Monday, Nov. 03, 1941
New Russia
"The taking of Moscow would doubtless have a great political import, but it could never be a decisive act for the whole war. The control of the Donets Basin, however, is decisive." This statement by a Berlin spokesman may have been partly apology for the way the German drive on Moscow stalled last week. But it was also partly true.
The Donets Basin is more important strategically than Moscow, and last week the Germans were trying hard to take the Donets Basin. They captured Taganrog, on the approaches to Rostov-on-Don.
They took Stalino, an important steel center 75 miles to the north. They reached Kharkov, hub of the eastern Ukraine as Pittsburgh is of western Pennsylvania.

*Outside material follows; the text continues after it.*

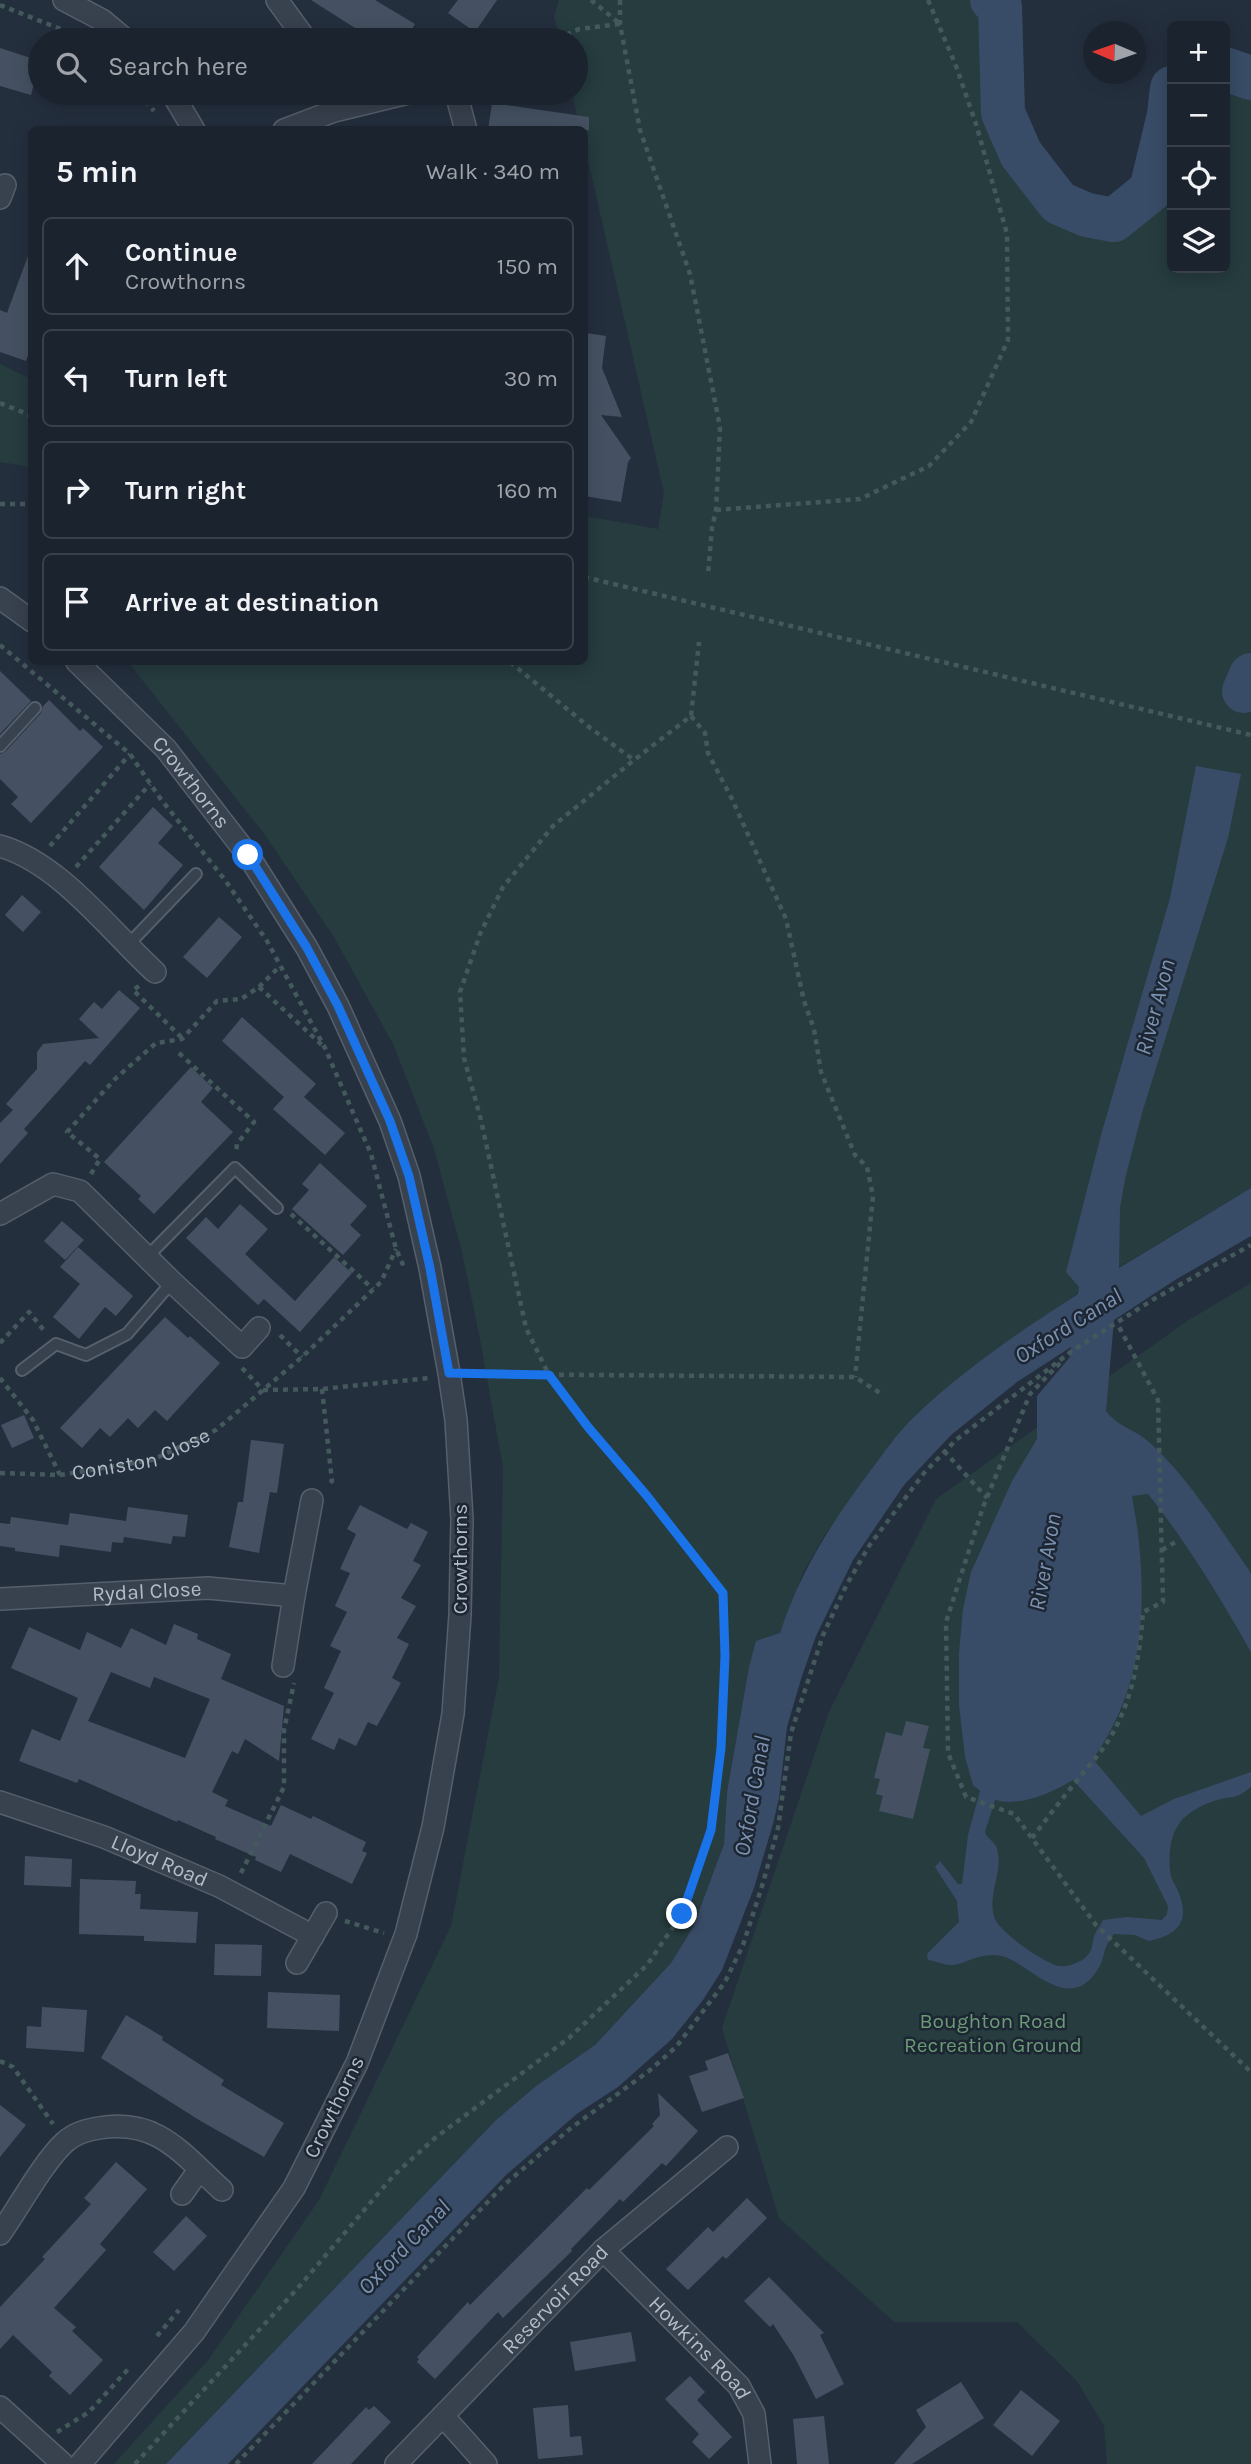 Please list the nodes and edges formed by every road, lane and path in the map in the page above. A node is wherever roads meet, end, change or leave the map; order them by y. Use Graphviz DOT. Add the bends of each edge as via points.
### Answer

They renewed attacks on the Crimea.
The Russians complained that Italian, Hungarian and Rumanian forces had swelled German ranks to such an extent that the enemy enjoyed great superiority in numbers. The sending of Marshal Semi-on Timoshenko to this front suggested how badly things were going.
It was not necessarily true that taking the Donets Basin would be decisive. But it would make a great difference. It would mean that the old industrial Russia would have been pretty completely crushed--nearly as completely as the old industrial China was crushed when Tientsin, the Shanghai-Nanking-Hankow triangle and Canton were taken.
Now the new Russia--the upper Volga, the Urals, the basin of the great River Ob in Siberia--would have to take over its own defense. This was an unfinished, incomplete Russia. It would need outside help. But it might be able to deliver some surprises. Certainly the Germans would not win their decision if this Russia stood.